De nombreux industriels spécialisés dans les équipements de commutation ou de distribution d’images informatiques ont complété leurs catalogues avec une multitude de boîtiers émetteurs ou récepteurs pour mettre à profit les caractéristiques des câbles réseau qui innervent les bâtiments tertiaires avec des performances toujours plus élevées. En quelques années les débits sur ces câbles sont passés du 10 Mb/s au 100 Mb/s, puis au Gigabit Ethernet et bientôt au 10 Gb/s.
Comme à chaque fois qu’une innovation technologique se développe sur un nouveau marché, chaque industriel développe sa propre solution avec ses caractéristiques spécifiques, arguant que ses choix sont meilleurs que ceux des concurrents.
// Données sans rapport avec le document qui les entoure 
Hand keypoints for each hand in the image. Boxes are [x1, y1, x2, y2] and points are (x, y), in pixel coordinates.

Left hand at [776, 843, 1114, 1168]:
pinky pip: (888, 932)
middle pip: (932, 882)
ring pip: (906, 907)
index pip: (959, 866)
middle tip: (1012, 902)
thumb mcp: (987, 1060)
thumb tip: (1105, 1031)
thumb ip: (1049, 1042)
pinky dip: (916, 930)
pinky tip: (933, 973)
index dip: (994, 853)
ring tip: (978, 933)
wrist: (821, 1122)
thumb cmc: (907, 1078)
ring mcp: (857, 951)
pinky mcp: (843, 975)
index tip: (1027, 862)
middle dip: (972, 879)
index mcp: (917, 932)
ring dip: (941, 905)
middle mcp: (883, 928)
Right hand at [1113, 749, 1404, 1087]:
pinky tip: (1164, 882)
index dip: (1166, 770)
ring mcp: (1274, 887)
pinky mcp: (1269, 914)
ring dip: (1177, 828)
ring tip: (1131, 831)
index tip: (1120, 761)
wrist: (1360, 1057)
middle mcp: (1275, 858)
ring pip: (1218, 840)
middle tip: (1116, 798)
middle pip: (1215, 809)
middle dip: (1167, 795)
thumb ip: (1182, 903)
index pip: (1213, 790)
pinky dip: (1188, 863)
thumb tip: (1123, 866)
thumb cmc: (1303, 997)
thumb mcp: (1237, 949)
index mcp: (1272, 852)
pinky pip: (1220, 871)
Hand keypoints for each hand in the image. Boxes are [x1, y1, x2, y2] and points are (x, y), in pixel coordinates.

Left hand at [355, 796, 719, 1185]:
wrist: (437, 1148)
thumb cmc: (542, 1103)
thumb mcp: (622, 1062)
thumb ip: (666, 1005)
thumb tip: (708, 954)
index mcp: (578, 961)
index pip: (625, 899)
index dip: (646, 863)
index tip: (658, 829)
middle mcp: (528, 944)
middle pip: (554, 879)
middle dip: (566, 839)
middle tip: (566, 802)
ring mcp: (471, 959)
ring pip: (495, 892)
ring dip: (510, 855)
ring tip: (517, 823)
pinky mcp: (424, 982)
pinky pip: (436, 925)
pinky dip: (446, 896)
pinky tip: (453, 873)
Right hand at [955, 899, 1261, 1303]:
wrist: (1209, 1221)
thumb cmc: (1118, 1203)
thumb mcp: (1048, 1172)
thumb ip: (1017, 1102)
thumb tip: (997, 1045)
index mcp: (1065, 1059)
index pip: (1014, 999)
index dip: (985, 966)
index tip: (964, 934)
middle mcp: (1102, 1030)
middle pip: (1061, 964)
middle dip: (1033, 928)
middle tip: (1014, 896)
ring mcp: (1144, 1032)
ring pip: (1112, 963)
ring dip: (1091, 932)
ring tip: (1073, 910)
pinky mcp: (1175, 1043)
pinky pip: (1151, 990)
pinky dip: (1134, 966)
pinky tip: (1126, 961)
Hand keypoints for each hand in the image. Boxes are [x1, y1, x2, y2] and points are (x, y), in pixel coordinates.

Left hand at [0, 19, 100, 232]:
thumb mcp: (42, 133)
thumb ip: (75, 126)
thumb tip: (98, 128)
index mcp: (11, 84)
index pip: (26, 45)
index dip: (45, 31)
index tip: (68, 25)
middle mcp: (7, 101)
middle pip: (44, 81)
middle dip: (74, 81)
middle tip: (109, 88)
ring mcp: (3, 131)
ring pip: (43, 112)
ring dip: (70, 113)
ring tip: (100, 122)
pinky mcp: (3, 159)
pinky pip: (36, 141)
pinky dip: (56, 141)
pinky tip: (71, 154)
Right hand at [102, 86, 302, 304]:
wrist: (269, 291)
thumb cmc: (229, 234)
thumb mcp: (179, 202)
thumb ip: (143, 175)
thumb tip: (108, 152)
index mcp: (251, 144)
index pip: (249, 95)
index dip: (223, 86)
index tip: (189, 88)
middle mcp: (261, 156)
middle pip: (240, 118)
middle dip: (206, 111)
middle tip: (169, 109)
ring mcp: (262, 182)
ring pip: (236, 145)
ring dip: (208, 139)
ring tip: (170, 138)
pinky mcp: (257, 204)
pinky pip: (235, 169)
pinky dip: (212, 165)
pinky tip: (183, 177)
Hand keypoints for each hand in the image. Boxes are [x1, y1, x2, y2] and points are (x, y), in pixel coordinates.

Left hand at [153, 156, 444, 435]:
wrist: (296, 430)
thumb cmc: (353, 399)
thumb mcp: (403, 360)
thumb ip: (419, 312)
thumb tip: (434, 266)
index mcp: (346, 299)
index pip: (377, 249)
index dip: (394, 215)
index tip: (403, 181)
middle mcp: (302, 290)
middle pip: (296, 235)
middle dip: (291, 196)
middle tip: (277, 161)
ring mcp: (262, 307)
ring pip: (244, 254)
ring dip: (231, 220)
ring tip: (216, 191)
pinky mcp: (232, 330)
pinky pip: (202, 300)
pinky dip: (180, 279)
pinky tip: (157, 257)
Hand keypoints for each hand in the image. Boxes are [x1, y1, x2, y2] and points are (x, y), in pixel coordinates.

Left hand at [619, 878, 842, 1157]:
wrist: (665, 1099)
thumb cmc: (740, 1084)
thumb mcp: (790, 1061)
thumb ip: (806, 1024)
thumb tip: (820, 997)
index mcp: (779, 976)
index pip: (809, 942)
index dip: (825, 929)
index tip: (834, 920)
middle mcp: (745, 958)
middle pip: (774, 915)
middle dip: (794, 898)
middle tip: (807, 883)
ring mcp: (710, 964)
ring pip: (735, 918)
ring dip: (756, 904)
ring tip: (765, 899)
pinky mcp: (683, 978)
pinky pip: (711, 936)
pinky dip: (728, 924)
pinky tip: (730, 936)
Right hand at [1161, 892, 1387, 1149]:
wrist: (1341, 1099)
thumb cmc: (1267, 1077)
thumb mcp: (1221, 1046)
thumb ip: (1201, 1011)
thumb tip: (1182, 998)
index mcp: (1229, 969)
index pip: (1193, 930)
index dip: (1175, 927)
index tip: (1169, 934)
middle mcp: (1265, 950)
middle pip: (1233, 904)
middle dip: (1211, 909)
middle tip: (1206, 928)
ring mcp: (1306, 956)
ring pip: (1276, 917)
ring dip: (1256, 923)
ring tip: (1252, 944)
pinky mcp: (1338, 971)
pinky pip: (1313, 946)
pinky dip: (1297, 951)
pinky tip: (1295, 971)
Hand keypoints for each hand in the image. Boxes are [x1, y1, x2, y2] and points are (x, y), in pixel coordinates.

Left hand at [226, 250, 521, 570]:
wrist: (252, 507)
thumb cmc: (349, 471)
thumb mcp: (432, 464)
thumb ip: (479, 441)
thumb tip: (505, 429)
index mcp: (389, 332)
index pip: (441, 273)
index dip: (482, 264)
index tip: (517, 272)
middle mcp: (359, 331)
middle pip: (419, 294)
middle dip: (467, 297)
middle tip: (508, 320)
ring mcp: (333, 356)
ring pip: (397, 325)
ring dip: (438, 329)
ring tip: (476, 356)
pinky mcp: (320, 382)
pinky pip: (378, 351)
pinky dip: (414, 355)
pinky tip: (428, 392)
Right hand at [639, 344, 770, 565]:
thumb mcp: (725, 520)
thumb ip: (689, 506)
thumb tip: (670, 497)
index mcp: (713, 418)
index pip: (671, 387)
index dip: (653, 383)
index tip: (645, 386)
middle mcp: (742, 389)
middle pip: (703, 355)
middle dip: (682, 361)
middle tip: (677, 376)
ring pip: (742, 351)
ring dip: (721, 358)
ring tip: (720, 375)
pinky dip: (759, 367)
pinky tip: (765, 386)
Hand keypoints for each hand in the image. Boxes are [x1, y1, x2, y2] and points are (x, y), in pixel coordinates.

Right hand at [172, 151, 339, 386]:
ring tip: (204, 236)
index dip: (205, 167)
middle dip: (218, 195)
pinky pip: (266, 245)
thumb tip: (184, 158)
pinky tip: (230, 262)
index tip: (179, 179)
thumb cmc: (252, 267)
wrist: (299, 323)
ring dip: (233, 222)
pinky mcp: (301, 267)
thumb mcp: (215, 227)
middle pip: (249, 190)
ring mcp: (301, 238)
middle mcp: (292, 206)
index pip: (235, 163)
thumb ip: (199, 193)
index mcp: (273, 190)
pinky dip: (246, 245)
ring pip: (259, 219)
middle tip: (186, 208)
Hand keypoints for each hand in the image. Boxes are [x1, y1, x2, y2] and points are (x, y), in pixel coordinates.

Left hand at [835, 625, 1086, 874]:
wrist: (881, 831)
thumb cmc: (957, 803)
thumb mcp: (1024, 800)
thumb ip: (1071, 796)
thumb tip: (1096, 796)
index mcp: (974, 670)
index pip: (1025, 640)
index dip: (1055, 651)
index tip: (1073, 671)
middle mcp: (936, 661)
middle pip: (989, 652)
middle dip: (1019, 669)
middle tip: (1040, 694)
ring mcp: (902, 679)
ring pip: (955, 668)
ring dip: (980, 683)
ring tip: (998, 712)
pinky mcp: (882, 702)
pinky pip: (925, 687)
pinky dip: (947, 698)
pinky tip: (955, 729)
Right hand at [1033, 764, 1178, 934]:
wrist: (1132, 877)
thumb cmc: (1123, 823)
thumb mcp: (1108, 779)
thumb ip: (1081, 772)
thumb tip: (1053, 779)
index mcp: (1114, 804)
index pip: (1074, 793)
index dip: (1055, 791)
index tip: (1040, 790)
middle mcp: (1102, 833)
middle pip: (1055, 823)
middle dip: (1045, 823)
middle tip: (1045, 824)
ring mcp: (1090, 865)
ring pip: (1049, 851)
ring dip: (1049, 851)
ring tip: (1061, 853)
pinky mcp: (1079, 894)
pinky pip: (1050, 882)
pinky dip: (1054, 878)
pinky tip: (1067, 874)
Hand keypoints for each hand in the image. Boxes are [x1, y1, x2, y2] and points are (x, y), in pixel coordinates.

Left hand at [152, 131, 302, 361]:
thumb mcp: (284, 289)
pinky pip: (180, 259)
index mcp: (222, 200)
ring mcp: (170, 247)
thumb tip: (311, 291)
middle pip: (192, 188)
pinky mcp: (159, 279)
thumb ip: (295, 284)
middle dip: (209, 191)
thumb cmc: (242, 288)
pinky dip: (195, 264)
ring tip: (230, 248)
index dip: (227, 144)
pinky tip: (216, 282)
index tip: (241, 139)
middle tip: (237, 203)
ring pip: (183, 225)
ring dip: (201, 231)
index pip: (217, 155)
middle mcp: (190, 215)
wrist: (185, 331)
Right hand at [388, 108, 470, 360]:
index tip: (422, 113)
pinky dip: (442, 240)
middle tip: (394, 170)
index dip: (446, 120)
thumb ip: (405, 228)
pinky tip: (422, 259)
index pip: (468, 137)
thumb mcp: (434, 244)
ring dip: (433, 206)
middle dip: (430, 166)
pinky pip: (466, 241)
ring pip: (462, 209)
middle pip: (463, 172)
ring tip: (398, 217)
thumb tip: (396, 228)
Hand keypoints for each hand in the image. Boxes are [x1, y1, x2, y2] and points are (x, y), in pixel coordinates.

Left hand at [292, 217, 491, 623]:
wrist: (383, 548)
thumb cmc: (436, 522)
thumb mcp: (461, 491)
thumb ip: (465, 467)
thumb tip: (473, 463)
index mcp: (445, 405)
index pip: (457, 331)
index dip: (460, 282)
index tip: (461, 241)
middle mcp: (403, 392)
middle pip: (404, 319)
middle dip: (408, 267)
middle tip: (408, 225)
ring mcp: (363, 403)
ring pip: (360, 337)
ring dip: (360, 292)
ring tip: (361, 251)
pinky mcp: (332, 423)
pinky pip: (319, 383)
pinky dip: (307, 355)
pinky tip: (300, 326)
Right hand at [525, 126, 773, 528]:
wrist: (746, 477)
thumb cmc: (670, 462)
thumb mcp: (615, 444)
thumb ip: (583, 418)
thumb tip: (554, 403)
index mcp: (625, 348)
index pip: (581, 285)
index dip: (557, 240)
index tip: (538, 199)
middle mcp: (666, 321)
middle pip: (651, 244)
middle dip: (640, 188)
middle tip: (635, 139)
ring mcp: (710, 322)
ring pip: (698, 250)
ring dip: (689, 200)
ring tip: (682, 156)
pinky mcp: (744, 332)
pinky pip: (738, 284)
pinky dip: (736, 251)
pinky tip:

Et ainsi chacun des grands acteurs du marché a développé sa propre gamme d’extendeurs, de matrices ou d’outils de présentation avec son propre système de transport sur paires torsadées : DX Link chez AMX, DGKat pour Kramer, Digital Media chez Crestron, ou encore DTP et XTP pour Extron, pour ne nommer que les principaux constructeurs largement présents sur le marché français.
Rendre les systèmes à paires torsadées interopérables
En 2010, à l’initiative du concepteur de circuits intégrés Valens, le consortium HDBaseT a été lancé en y associant LG, Sony et Samsung pour définir un standard de transport de signaux audiovisuels numériques sur câbles à paires torsadées. Reprenant les principes des produits propriétaires cités ci-dessus, le premier objectif est de faciliter l’interopérabilité entre des marques différentes et surtout d’intégrer ainsi le boîtier récepteur directement dans les équipements d’affichage, vidéoprojecteurs principalement. Depuis sa création, l’alliance HDBaseT a été rejointe par une trentaine de membres contributeurs dont Aten, Atlona, Aurora, Crestron, Epson, Extron, Panasonic parmi les plus connus, et plus de 200 constructeurs ont choisi d’implanter une interface HDBaseT dans leurs produits.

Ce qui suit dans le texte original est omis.